Items from a dataset:
===============

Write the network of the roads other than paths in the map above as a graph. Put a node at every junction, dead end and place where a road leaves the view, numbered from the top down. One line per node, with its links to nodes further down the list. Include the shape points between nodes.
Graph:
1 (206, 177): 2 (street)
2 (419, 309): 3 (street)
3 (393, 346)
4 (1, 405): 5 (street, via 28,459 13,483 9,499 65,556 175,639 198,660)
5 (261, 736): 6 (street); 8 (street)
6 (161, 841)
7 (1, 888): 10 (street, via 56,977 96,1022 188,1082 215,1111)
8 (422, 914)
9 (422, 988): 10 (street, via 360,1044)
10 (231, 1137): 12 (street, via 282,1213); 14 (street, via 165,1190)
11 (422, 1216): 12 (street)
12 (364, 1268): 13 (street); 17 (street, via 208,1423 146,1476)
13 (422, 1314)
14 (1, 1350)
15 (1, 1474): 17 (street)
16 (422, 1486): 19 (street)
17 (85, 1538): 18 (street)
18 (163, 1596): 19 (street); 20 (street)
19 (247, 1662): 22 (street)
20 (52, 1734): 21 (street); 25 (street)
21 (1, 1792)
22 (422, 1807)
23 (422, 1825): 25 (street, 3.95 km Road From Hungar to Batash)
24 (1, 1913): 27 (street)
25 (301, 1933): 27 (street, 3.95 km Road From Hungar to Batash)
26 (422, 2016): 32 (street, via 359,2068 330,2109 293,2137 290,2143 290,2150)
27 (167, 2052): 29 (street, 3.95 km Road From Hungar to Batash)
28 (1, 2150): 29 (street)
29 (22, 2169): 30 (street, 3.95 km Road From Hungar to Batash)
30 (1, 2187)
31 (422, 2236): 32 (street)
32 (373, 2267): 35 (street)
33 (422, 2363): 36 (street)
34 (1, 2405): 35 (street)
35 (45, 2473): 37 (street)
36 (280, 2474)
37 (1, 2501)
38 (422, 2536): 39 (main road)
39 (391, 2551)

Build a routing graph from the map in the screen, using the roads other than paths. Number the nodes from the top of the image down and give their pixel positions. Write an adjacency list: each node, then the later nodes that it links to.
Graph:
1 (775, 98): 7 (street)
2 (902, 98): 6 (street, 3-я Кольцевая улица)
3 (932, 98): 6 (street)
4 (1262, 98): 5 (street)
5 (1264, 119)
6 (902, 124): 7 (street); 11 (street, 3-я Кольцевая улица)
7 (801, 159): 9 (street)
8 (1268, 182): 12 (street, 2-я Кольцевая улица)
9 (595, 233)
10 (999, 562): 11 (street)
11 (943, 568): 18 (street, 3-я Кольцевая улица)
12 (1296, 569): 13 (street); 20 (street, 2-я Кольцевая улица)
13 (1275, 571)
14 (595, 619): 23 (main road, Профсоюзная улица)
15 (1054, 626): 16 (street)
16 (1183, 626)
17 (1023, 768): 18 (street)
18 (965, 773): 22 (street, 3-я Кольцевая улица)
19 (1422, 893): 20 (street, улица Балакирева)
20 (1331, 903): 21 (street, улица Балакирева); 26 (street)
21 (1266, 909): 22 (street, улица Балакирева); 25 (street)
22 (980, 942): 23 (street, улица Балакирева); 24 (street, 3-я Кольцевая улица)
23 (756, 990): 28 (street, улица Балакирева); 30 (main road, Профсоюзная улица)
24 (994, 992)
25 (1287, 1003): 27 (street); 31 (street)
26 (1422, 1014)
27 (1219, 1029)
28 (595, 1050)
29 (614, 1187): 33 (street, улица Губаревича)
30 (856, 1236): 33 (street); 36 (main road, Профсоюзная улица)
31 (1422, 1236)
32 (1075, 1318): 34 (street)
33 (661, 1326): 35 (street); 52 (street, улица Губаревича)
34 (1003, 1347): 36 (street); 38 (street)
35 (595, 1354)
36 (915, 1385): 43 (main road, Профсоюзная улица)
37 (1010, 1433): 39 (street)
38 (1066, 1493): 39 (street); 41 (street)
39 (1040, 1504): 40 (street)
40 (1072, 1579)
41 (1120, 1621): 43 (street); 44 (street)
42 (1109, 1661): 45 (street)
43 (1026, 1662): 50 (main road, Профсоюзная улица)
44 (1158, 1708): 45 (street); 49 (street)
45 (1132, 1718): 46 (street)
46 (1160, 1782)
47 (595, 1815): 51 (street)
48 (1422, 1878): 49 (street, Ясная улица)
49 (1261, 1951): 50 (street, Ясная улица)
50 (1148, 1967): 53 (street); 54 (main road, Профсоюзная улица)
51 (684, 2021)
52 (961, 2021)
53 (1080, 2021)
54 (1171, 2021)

===============

### WORK REQUIRED
From the records above, copy each line in which the string "than" occurs.

### EXERCISE OUTPUT
Write the network of the roads other than paths in the map above as a graph. Put a node at every junction, dead end and place where a road leaves the view, numbered from the top down. One line per node, with its links to nodes further down the list. Include the shape points between nodes.
Build a routing graph from the map in the screen, using the roads other than paths. Number the nodes from the top of the image down and give their pixel positions. Write an adjacency list: each node, then the later nodes that it links to.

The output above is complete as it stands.